_Saved entries_
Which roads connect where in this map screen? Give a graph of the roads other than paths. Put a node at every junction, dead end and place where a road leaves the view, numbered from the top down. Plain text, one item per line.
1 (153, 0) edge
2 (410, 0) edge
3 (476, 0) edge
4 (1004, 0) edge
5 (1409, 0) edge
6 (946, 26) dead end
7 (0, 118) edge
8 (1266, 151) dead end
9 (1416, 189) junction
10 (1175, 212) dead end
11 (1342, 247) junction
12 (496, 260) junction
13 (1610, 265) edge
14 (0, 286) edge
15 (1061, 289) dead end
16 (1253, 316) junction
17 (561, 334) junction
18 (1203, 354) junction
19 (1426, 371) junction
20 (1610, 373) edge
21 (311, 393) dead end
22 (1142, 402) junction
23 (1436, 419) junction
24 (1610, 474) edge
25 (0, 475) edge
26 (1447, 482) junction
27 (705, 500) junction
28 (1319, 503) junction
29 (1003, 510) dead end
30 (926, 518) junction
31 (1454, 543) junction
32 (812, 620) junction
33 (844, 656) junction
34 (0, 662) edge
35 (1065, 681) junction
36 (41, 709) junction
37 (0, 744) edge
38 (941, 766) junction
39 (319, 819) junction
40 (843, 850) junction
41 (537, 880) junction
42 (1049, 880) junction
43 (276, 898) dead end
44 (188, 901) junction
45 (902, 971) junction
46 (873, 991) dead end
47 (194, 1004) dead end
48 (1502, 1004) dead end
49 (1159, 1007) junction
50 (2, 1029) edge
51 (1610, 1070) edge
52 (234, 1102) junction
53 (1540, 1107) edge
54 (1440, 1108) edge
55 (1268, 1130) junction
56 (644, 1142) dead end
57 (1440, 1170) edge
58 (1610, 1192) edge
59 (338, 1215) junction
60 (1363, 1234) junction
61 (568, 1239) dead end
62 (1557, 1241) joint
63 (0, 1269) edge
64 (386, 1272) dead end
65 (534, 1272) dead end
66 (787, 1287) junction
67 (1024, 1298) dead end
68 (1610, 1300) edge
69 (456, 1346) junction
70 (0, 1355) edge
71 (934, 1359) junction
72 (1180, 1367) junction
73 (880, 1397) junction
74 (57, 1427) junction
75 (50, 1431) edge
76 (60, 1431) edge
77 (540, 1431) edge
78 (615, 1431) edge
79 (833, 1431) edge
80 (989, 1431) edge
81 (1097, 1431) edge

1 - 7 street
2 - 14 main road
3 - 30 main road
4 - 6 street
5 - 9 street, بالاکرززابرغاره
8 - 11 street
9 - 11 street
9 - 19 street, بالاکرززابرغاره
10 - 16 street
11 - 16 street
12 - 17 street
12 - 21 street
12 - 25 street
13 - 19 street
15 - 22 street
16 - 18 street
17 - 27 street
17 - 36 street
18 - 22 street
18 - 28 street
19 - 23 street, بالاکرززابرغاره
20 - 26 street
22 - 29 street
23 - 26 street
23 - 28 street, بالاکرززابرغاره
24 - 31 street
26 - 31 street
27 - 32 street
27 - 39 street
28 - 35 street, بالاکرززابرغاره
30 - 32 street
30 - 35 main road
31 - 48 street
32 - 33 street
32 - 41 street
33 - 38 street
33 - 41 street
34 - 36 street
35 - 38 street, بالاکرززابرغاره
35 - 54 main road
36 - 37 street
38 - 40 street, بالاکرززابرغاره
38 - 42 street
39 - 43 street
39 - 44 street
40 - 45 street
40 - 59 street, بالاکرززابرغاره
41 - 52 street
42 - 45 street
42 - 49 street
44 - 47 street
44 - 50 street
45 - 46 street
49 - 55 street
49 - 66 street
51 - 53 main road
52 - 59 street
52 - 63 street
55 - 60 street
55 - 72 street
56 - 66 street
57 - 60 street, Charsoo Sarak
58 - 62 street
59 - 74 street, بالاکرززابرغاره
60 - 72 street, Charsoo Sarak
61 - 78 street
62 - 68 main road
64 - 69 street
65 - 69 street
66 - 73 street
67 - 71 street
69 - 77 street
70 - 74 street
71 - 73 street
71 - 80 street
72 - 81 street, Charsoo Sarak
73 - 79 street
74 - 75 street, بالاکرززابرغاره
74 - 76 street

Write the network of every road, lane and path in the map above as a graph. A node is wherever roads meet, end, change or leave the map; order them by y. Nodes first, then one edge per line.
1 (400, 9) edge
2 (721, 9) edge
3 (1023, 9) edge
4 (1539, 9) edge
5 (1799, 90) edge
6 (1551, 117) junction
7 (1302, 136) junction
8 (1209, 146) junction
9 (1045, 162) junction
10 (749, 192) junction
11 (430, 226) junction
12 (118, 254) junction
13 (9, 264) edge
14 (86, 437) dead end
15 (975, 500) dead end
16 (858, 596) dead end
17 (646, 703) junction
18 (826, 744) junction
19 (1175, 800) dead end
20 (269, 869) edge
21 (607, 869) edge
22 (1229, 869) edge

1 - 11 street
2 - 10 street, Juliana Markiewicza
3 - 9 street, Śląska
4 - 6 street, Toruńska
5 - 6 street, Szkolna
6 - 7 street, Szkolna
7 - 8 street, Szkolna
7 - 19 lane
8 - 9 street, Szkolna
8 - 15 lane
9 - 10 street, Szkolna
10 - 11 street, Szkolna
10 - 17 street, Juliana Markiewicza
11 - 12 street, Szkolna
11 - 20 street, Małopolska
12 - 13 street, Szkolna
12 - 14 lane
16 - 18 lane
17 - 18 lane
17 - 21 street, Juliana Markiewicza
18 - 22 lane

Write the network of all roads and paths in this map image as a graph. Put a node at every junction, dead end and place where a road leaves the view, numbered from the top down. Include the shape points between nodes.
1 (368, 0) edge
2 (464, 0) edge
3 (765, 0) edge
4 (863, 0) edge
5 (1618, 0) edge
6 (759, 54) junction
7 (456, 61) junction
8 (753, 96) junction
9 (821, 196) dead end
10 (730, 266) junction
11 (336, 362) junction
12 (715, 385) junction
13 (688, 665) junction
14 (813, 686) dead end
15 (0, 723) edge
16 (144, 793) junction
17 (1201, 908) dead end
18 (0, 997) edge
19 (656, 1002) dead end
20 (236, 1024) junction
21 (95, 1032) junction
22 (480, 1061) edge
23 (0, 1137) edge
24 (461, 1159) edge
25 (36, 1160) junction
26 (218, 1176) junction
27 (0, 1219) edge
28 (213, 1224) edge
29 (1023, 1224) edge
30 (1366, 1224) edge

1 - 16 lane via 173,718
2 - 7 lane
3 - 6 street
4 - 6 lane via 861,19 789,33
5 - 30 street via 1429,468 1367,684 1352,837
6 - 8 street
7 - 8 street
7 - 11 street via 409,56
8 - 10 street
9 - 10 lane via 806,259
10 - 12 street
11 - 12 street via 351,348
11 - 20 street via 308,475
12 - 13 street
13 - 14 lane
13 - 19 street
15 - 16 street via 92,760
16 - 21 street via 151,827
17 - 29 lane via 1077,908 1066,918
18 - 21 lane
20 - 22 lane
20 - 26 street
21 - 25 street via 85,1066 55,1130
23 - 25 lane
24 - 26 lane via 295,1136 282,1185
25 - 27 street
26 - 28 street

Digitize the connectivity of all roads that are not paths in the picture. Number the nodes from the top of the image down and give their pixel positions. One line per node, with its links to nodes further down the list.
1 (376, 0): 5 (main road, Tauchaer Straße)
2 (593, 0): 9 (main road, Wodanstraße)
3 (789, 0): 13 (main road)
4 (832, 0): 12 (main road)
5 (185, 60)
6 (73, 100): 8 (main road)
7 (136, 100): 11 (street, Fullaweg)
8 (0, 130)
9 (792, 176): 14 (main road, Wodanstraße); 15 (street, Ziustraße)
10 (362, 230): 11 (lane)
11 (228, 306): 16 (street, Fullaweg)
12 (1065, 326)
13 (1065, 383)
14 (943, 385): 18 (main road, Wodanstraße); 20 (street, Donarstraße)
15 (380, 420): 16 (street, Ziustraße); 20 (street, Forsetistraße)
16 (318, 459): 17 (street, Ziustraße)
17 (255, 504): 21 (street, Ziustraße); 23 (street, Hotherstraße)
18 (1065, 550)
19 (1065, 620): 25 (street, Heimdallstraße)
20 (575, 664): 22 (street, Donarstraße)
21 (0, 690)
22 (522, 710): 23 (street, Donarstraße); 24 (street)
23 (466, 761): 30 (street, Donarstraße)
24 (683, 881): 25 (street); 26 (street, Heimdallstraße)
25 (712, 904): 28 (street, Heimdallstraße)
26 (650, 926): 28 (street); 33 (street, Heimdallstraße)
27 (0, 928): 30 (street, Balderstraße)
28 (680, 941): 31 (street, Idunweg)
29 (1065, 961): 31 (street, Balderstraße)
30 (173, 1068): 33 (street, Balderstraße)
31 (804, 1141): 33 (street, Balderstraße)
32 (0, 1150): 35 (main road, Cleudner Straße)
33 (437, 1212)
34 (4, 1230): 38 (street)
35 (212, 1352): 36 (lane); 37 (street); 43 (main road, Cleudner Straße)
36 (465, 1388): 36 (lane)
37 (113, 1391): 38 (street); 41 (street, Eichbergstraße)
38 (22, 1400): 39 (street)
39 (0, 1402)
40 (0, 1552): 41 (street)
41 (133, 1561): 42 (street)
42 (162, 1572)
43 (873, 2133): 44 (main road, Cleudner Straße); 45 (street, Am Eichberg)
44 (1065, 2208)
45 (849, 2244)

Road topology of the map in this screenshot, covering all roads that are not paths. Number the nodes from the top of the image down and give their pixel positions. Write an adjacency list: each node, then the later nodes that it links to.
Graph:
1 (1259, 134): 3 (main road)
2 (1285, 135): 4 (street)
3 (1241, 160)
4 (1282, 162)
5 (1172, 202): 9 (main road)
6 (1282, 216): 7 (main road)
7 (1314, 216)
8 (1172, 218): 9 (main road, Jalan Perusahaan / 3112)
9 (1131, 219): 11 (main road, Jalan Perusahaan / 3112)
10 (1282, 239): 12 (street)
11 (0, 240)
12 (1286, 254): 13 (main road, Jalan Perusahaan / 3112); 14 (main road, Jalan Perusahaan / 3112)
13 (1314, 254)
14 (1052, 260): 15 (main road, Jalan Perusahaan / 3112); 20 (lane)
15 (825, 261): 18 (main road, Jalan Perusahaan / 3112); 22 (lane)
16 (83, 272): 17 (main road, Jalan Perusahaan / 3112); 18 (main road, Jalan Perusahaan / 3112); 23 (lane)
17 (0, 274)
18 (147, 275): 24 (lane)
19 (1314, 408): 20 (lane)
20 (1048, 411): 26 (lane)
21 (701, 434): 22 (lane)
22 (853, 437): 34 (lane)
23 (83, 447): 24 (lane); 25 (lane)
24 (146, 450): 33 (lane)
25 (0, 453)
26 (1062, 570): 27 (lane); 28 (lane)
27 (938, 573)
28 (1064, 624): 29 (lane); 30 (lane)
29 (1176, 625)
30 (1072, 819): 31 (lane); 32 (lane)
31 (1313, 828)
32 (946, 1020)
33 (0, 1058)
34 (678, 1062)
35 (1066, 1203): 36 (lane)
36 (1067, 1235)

_Work request_
If a line of the entries contains "that", it counts; give the total of such lines and nothing more.

_Exercise answer_
2